Andrew Jordan: BTCC driving standards are not where they should be
Another frustrating weekend of what could have been. We were third in FP1 and showing some good pace, before running old tyres in FP2.
I was the fastest BMW again in qualifying, but we were down in 11th place, which is not where we want to be, which started off the weekend down the pack and on the back foot.
We decided to run the hard tyre in the first race and play the long game. It’s the tactic we ran last year at Rockingham and ultimately paid off in a win in race three, so we thought we’d go back to a winning strategy.
Unfortunately that all went out of the window following a ridiculous incident at the Deene Hairpin on the very first lap. I didn’t see what caused it at the time, all I saw was Sam Tordoff facing the wrong way and then discovering that I had nowhere to go. It put us right down the pack and I ended up managing to claw my way back to 15th by the chequered flag and salvage a point.

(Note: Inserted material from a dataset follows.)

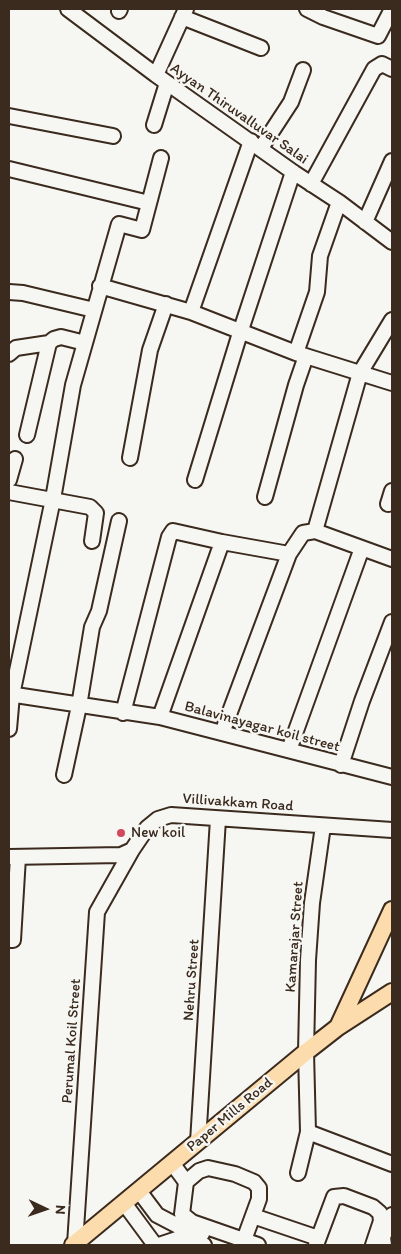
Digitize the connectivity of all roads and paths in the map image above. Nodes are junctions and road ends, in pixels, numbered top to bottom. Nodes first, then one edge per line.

Having seen the replay of the lap one crash it frustrated me even more – Dan Cammish came from so far back, it was almost like he was looking in his mirrors and missed his braking point, and Sam had nothing he can do. It was utterly ridiculous – it’s a 16-lap race and people are making crazy lunges like that on the first real corner. It totally ruined our weekend. A dodgy race one puts you on the back foot for the rest of the weekend and it’s a real struggle to come back from.
Race two started damp, which meant we knew we were in for a tough time. The car is so bad in the damp – even Tim Harvey on ITV commentary was pointing out the lack of confidence through the corners. There’s just no progression, and as soon as you lose the rear it’s just one big powerslide until the end of the corner, just haemorrhaging time all the way. The car improved when the track began to dry out and we brought it home in 13th, but I’m not going to say I’m happy with that – I’m never going to be happy with 13th.
In race three, while most were running the harder tyre, we were on the control tyre, so I was confident that we could challenge for a podium and pick our way through. Off the line I was able to make it up to sixth and it looked like things were going to plan. Unfortunately, Tom Chilton ran a bit wide into the dirt coming out of the hairpin, and as he came back on to the circuit the two of us made contact and bent my steering arm. In fairness to Tom, there was nowhere he could go and it was just one of those things.
I was sure we could have challenged for a podium in race three, but the retirement just capped off a pretty crap weekend all round. We haven’t got the attacking pace at all – whether it’s down to this rear-wheel-drive penalty for 2018 or not, we just don’t have the pace. The Subaru is showing that it’s good in the damp conditions, but that could be down to its centre of gravity, which is an entirely different story. Colin [Turkington, WSR team-mate] is leading the standings at the moment, but that’s down to being smart and getting the best out of what he can each weekend, it’s not down to outright pace.
The championship is so close now, all the cars are coming closer together and the driving standards are just not where they should be. When we raced at Croft and Oulton Park, we were up in the top five or six and there wasn’t a scratch on the car. These last two meetings, when we’ve been down in the midfield, the car always comes back with panel damage. Some of these guys are racing for 17th into the final corner like they’re racing for a win in a championship decider. It feels like if they see you getting a run on them in their mirrors, they just push you further and further out wide until you’re off the track.
We should’ve been able to capitalise on our chances this weekend, but we had them all taken away from us, which is the most frustrating thing of all. On the plus side, we’re testing at Goodwood this week for the Revival, which is certainly something to look forward to after such a frustrating weekend.